Puisque rabbins, prêtres, imams n’ont pas de cible
Et que rire et liberté sont invincibles
Charlie n’est pas mort car les peuples sont debout!
Charlie n’est pas mort car la République est debout!

Charlie n’est pas mort car tant que nous nous battons pour une cause immortelle,
Charlie n’est pas mort car un mythe est éternel
Nos prophètes ont donné leurs vies,
Alors Charlie n’est pas mort parce que nous sommes tous Charlie.

Anne Laure Marietti

 

 

Les joueurs d’Ingress (jeu en réalité alternée, basé sur la géolocalisation) auquel participe activement l’une de nos Corsettes, ont aussi rendu hommage à leur manière aux victimes des attentats :

“Parce que ce qui s’est passé nous a tous choqués
Parce qu’on ne bafoue pas la liberté d’expression
Parce qu’on ne répond pas à l’encre par le sang
Parce que même si on ne le lisait pas, on le croisait souvent dans les kiosques Charlie
Parce qu’on a tous au moins une fois vu un dessin d’un des dessinateurs assassinés
Parce que ce dessin nous a
– exaspéré
– fait rire
– fait lever les yeux au ciel
– énervé
– choqué
… En tout cas fait réagir !
Parce que, c’était CABU, CHARB, TIGNOUS, WOLINSKI, HONORE, ONCLE BERNARD !
Mais aussi Elsa Cayat, Mustapha Ourrad, Ahmed Merabet, Michel Renaud, Franck Brinsolaro, Frédéric Boisseau !
Parce que certains d’entre nous ont grandi avec Dorothée et les dessins de Cabu ! Notre Cabu !
Parce qu’on avait déja été ébranlés en 2011 par un cocktail molotov
Parce que Charlie Hebdo c’est un phénix qui s’est relevé de ses cendres en 2011
Parce qu’ils étaient impertinents, et franchement, c’est bon l’impertinence, on aime ça !
Parce que même si on pouvait être en désaccord avec eux, ces trublions nous faisaient rire !
Parce qu’aujourd’hui on a envie de pleurer
Parce qu’ils ont touché à un symbole, à la presse et à des artistes, et ça c’est inacceptable
Parce qu’ils seront irremplaçables

Parce qu’en tant que joueur, on a envie de faire un acte symbolique, surtout en cette occasion
Parce qu’on a envie de le crier sur tout les toits, dessinons le partout : NOUS SOMMES CHARLIE / WE ARE CHARLIE !
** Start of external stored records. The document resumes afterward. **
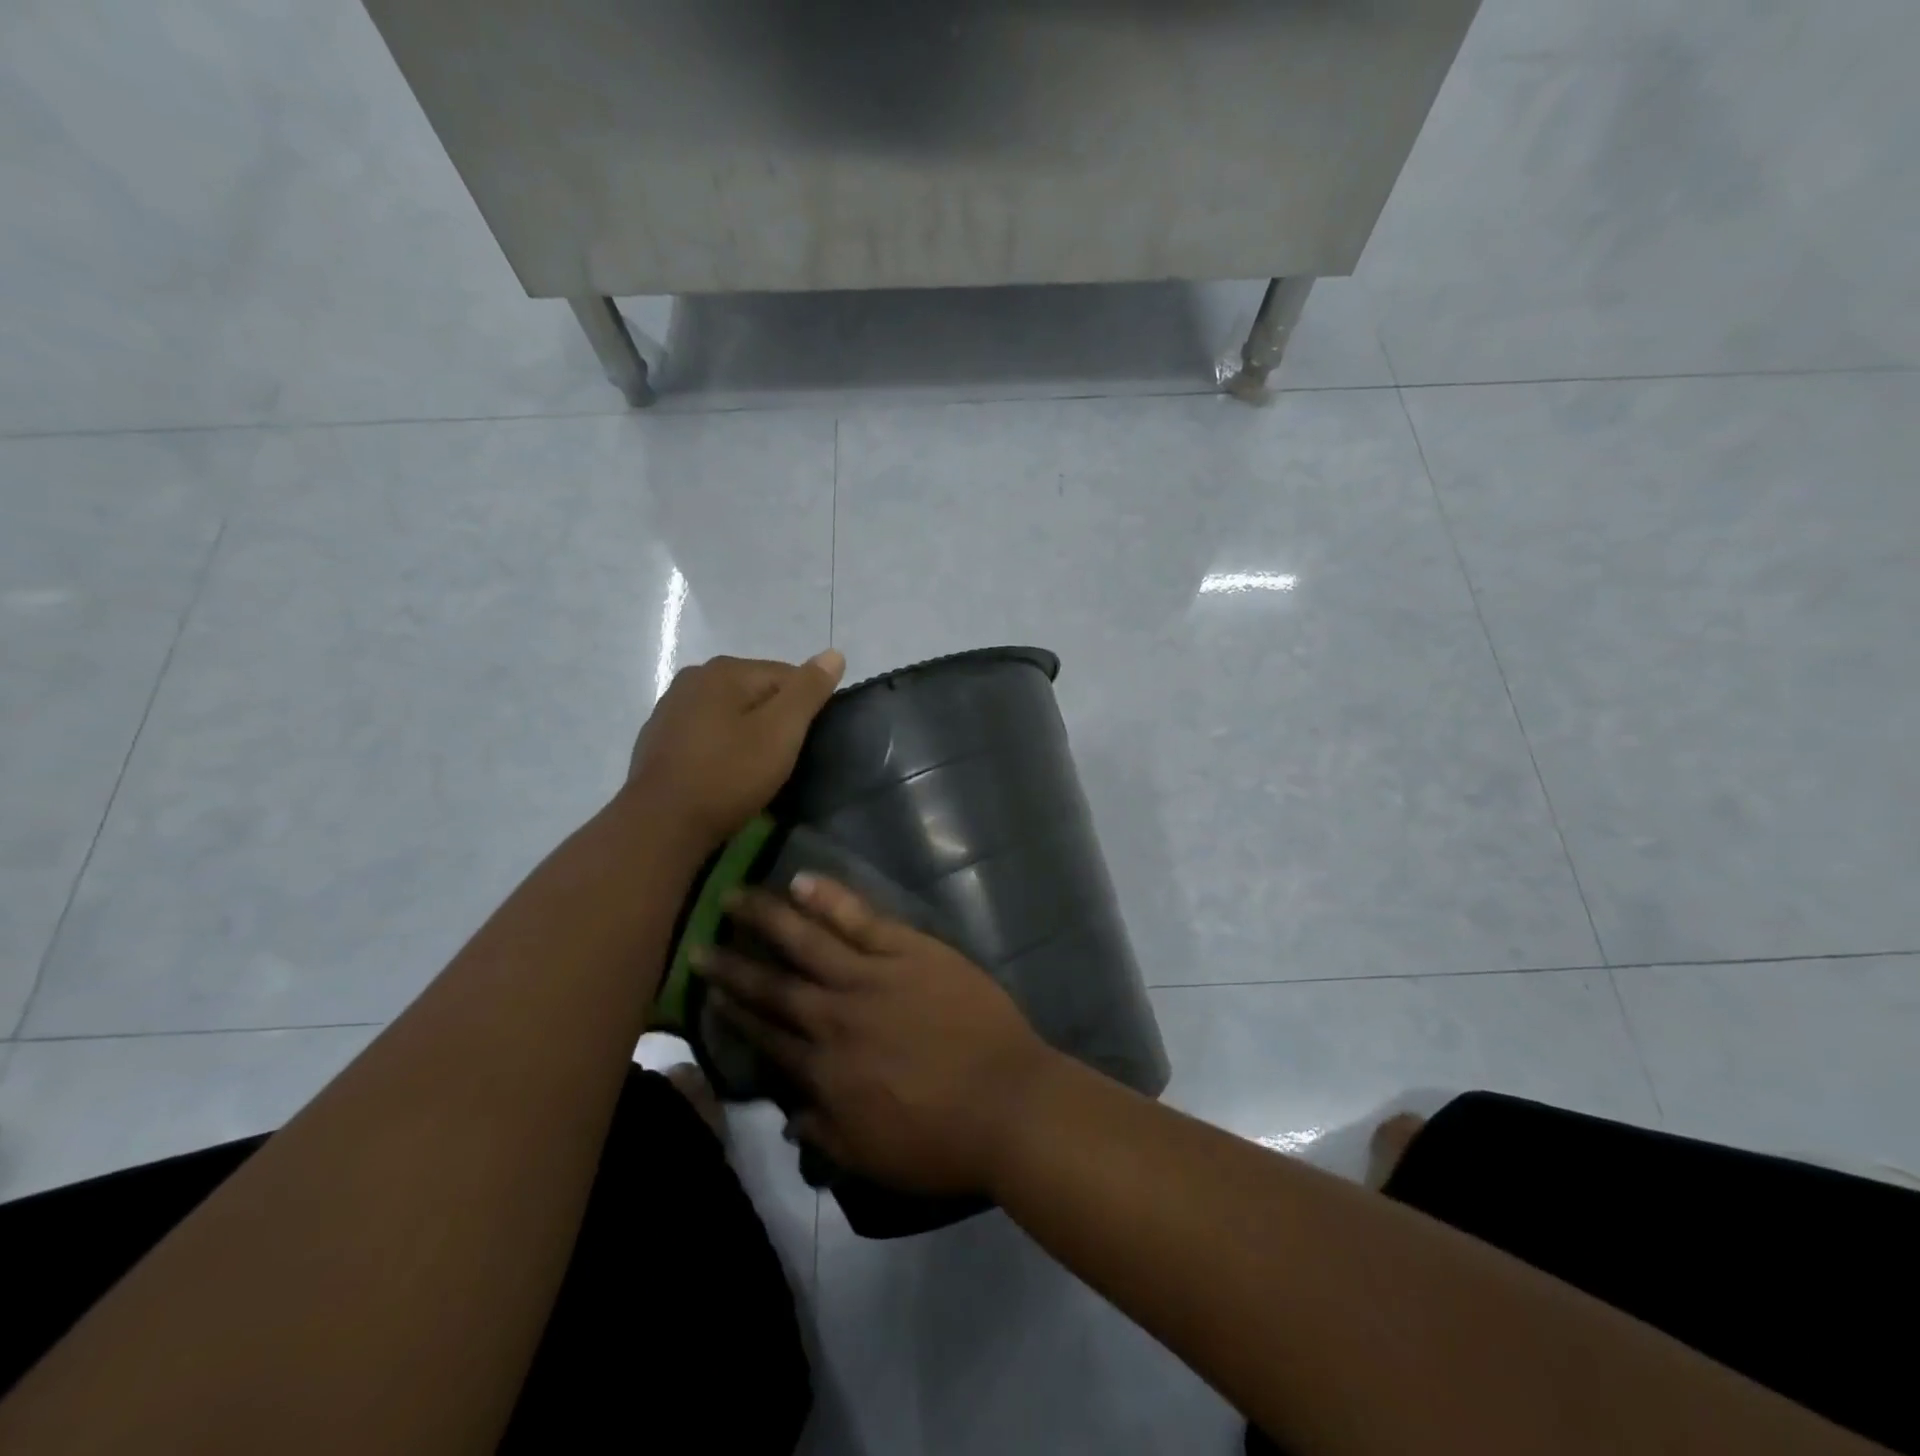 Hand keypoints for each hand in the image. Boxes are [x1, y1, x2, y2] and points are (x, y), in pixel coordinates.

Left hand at [626, 651, 844, 848]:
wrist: (662, 824)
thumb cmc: (728, 774)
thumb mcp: (781, 732)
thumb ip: (808, 690)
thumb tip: (834, 654)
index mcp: (725, 669)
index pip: (787, 676)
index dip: (805, 710)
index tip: (804, 744)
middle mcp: (694, 677)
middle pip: (756, 692)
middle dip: (775, 721)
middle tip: (783, 760)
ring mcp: (671, 707)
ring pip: (730, 713)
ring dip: (747, 733)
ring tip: (755, 770)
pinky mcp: (659, 738)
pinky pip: (706, 733)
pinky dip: (721, 747)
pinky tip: (724, 773)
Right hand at [698, 875, 1062, 1195]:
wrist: (1005, 1102)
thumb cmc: (942, 1139)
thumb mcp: (871, 1157)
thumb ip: (824, 1133)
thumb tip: (789, 1113)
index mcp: (825, 1070)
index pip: (768, 1037)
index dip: (735, 1015)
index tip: (708, 994)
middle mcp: (835, 1017)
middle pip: (775, 986)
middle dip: (734, 966)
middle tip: (699, 942)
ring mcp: (871, 977)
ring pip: (808, 942)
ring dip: (767, 919)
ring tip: (735, 896)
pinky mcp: (908, 950)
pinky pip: (861, 919)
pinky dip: (830, 899)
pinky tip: (802, 880) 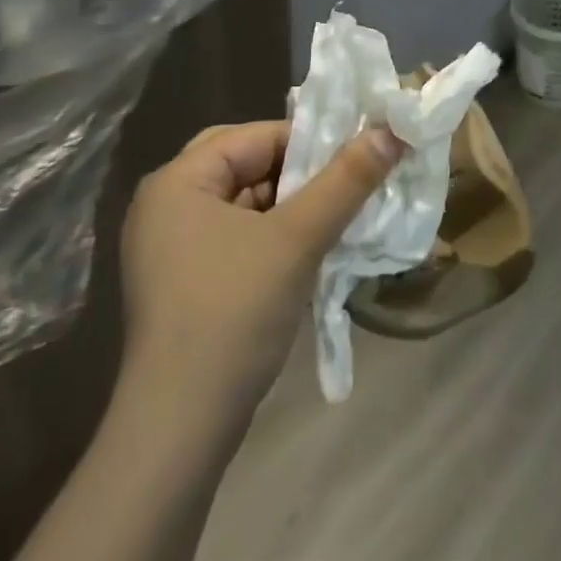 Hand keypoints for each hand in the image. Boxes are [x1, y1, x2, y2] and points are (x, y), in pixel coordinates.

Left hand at [118, 120, 402, 436]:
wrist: (179, 428)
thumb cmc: (233, 314)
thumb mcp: (298, 239)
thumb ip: (346, 180)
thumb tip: (392, 131)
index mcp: (178, 181)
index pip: (257, 135)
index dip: (312, 141)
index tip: (358, 156)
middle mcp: (167, 203)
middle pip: (249, 163)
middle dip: (301, 171)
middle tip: (345, 182)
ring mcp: (172, 245)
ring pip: (247, 199)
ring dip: (294, 202)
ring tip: (340, 211)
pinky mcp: (186, 278)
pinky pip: (239, 232)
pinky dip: (276, 231)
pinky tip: (312, 246) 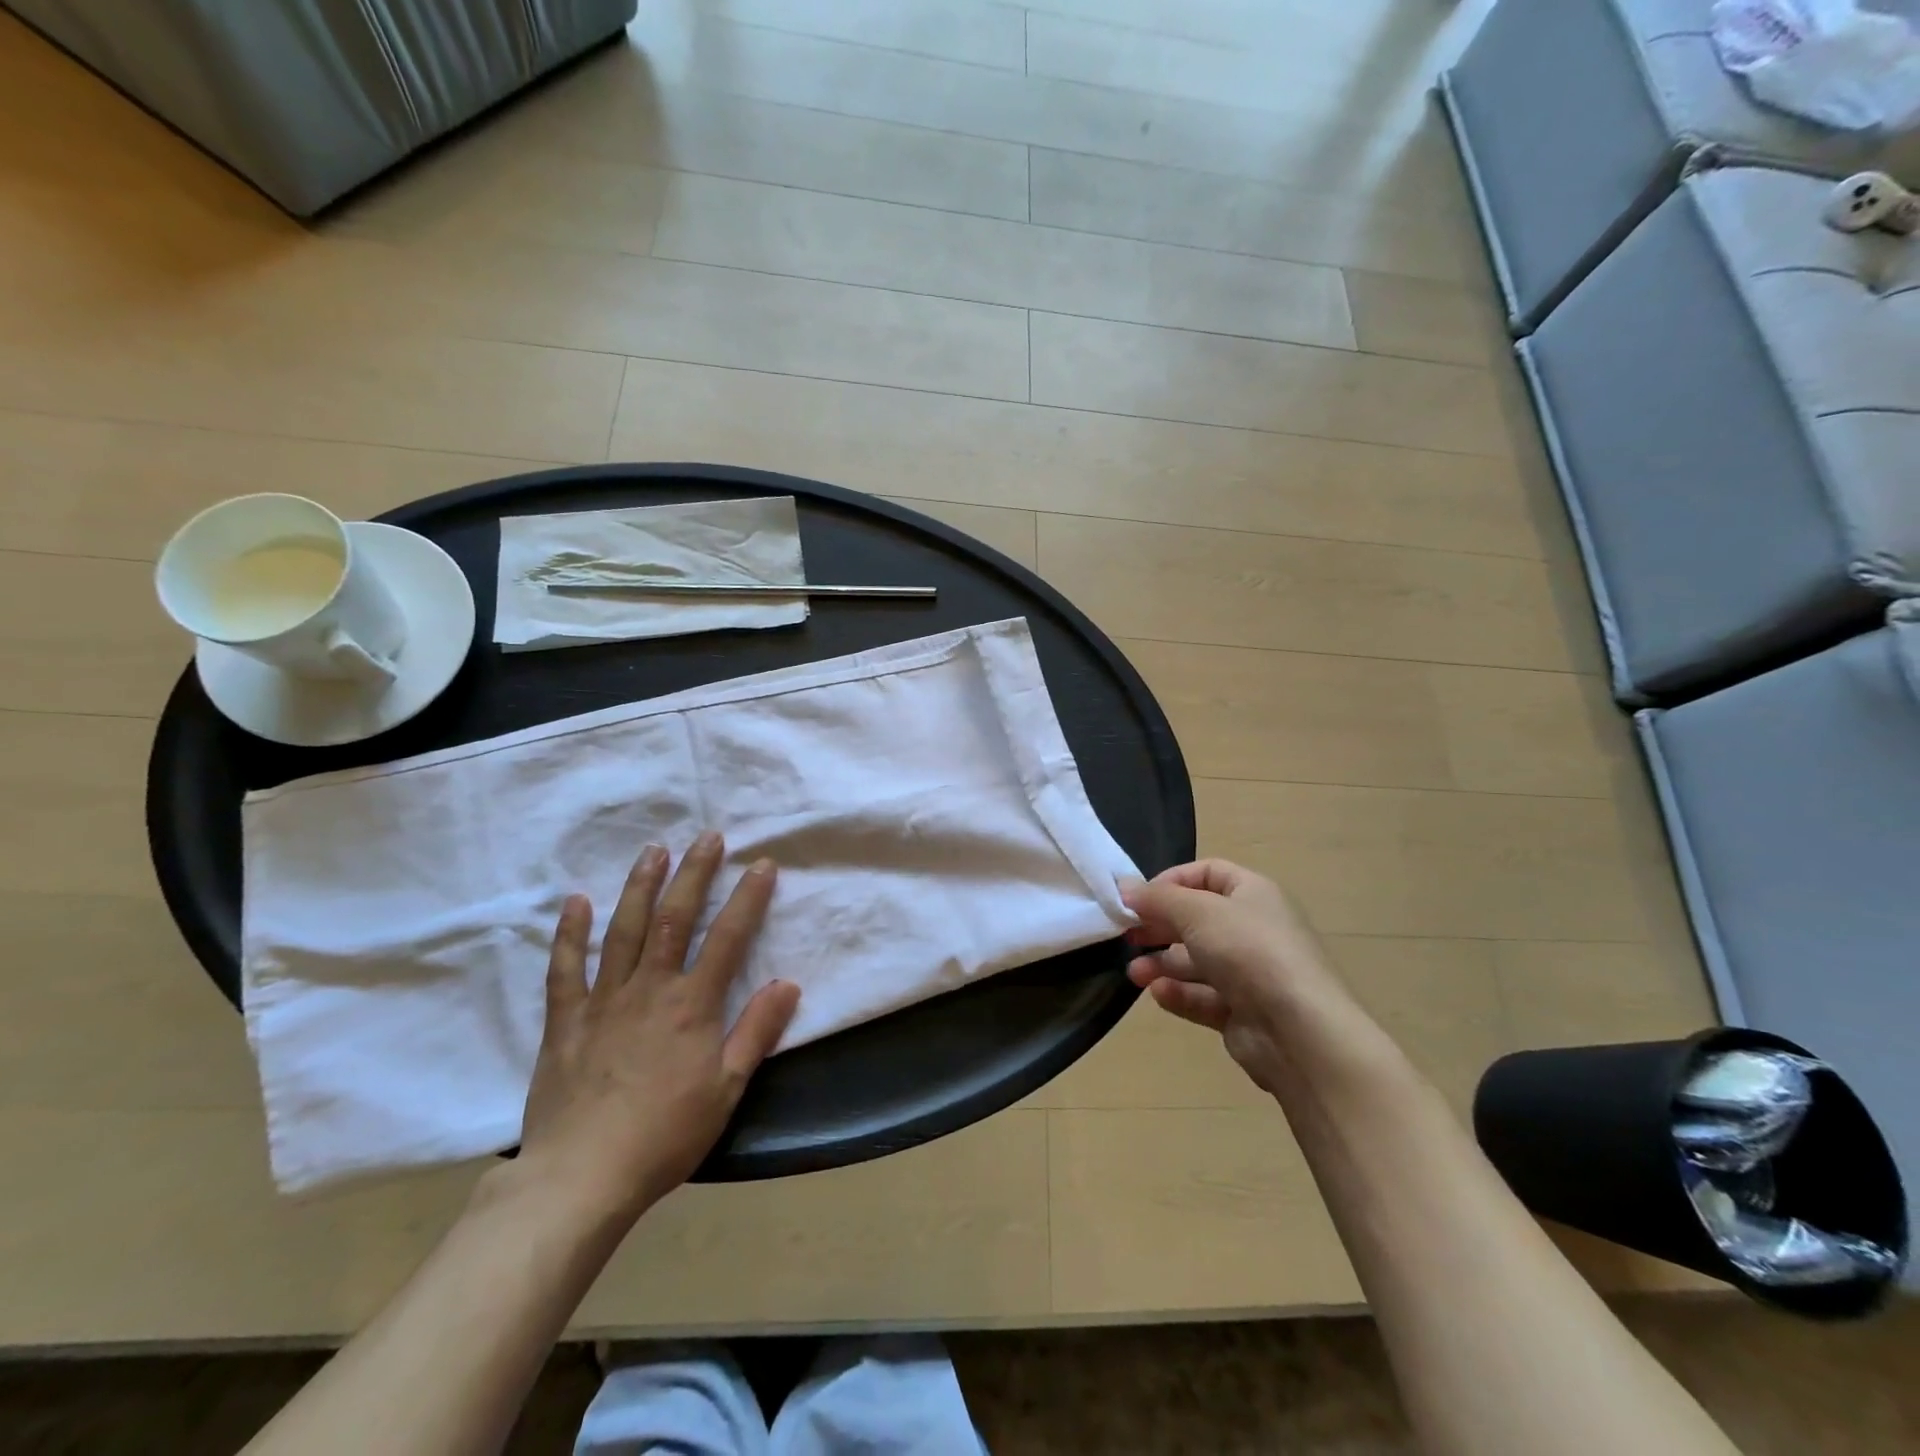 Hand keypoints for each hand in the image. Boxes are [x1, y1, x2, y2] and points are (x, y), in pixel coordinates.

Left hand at [515, 832, 800, 1224]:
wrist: (581, 1178)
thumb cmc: (665, 1135)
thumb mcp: (727, 1090)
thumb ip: (757, 1032)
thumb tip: (788, 983)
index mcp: (692, 1005)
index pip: (727, 938)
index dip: (747, 898)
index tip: (762, 864)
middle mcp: (649, 989)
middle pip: (674, 918)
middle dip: (694, 873)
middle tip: (708, 837)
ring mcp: (602, 1001)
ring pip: (623, 930)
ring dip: (640, 886)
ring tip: (654, 850)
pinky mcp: (564, 1021)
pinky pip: (564, 969)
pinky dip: (569, 933)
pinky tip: (576, 902)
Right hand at [1121, 860, 1342, 1096]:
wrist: (1299, 1031)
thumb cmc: (1249, 951)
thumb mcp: (1197, 912)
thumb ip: (1157, 899)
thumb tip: (1123, 887)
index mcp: (1253, 894)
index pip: (1207, 874)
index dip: (1170, 882)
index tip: (1137, 898)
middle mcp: (1253, 929)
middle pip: (1197, 919)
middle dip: (1160, 926)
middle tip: (1127, 935)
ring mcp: (1251, 973)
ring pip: (1197, 961)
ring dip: (1162, 964)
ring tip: (1135, 974)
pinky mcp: (1244, 1012)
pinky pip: (1204, 996)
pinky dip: (1180, 994)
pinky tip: (1159, 994)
Et pour cet acte, quoi de mieux que le faire, les deux couleurs réunies, parce que ça nous touche tous ?”

 

 

Designer du projet éphémère : Cyliane

A coups de trajets, à pieds et en voiture, et d’utilisation intensive de leurs smartphones, les joueurs des deux factions d’Ingress, les bleus de la résistance et les verts des éclairés ont dessiné sur la France des crayons qui pointent vers Paris, entre autres hommages pour toutes les victimes de ces derniers jours.